» Source data:
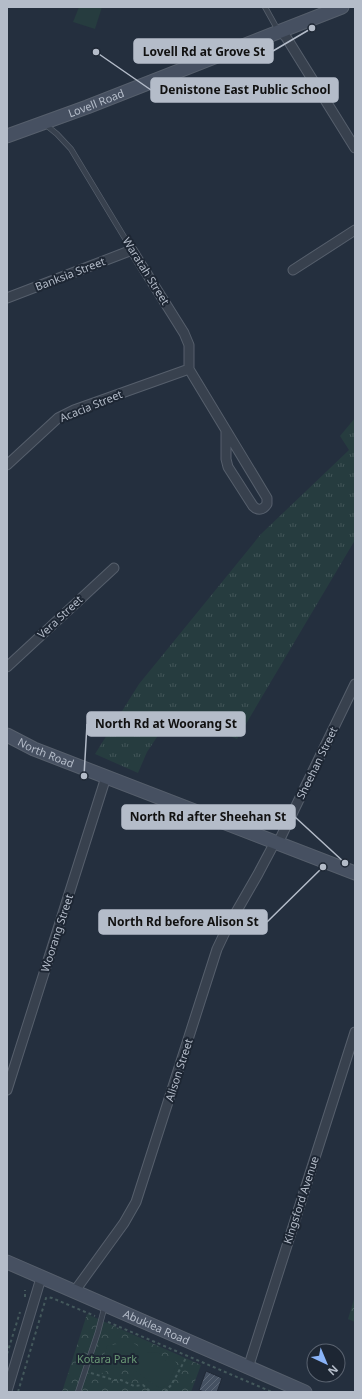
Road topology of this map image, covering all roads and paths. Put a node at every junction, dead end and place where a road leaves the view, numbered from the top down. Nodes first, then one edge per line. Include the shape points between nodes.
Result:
1 (265, 7) edge
2 (342, 7) edge
3 (280, 31) junction
4 (42, 123) junction
5 (7, 136) edge
6 (355, 148) edge
7 (355, 230) edge
8 (132, 250) junction
9 (293, 270) dead end
10 (7, 298) edge
11 (189, 369) junction
12 (226, 431) junction
13 (7, 465) edge
14 (114, 568) dead end
15 (7, 667) edge
16 (355, 684) edge
17 (7, 735) edge
18 (106, 777) junction
19 (276, 842) junction
20 (355, 873) edge
21 (355, 1032) edge
22 (7, 1090) edge
23 (7, 1262) edge
24 (41, 1278) junction
25 (25, 1290) dead end
26 (74, 1292) junction
27 (23, 1302) dead end
28 (105, 1305) junction
29 (21, 1309) dead end
30 (101, 1319) junction
31 (7, 1354) edge
32 (187, 1356) junction
33 (248, 1368) junction
34 (85, 1371) junction
35 (7, 1391) edge
36 (18, 1392) edge
37 (78, 1392) edge
38 (151, 1392) edge
39 (165, 1392) edge
40 (272, 1392) edge
41 (305, 1392) edge

1 - 3 lane
2 - 3 street, Lovell Road
3 - 4 street, Lovell Road
3 - 6 street
4 - 5 street, Lovell Road
4 - 8 lane, Waratah Street via 56,132 71,150
7 - 9 street
8 - 10 street, Banksia Street
8 - 11 street, Waratah Street via 184,333 188,345
11 - 12 street, Waratah Street
11 - 13 street, Acacia Street via 58,418
12 - 12 street, Waratah Street via 228,467 253,506 260,510 267,504 267,498
14 - 15 street, Vera Street
16 - 19 street, Sheehan Street
17 - 18 street, North Road via 34,749
18 - 19 street, North Road
18 - 22 street, Woorang Street
19 - 20 street, North Road
19 - 26 street, Alison Street via 226,928 217,949 136,1202 124,1223
21 - 33 street, Kingsford Avenue
23 - 24 street, Abuklea Road
24 - 26 street, Abuklea Road
24 - 35 street
25 - 27 path
26 - 28 street, Abuklea Road
28 - 30 lane
28 - 33 street, Abuklea Road
29 - 31 path
30 - 32 path
30 - 34 lane
30 - 36 path via 52,1298 46,1298
32 - 39 path
32 - 40 path
33 - 41 street, Abuklea Road
34 - 37 lane
34 - 38 path via 134,1386 143,1385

» Action item:
Which lines in the data above hold the string "Abuklea"? Return each of them.

» Reply to the exercise:
23 - 24 street, Abuklea Road
24 - 26 street, Abuklea Road
26 - 28 street, Abuklea Road
28 - 33 street, Abuklea Road
33 - 41 street, Abuklea Road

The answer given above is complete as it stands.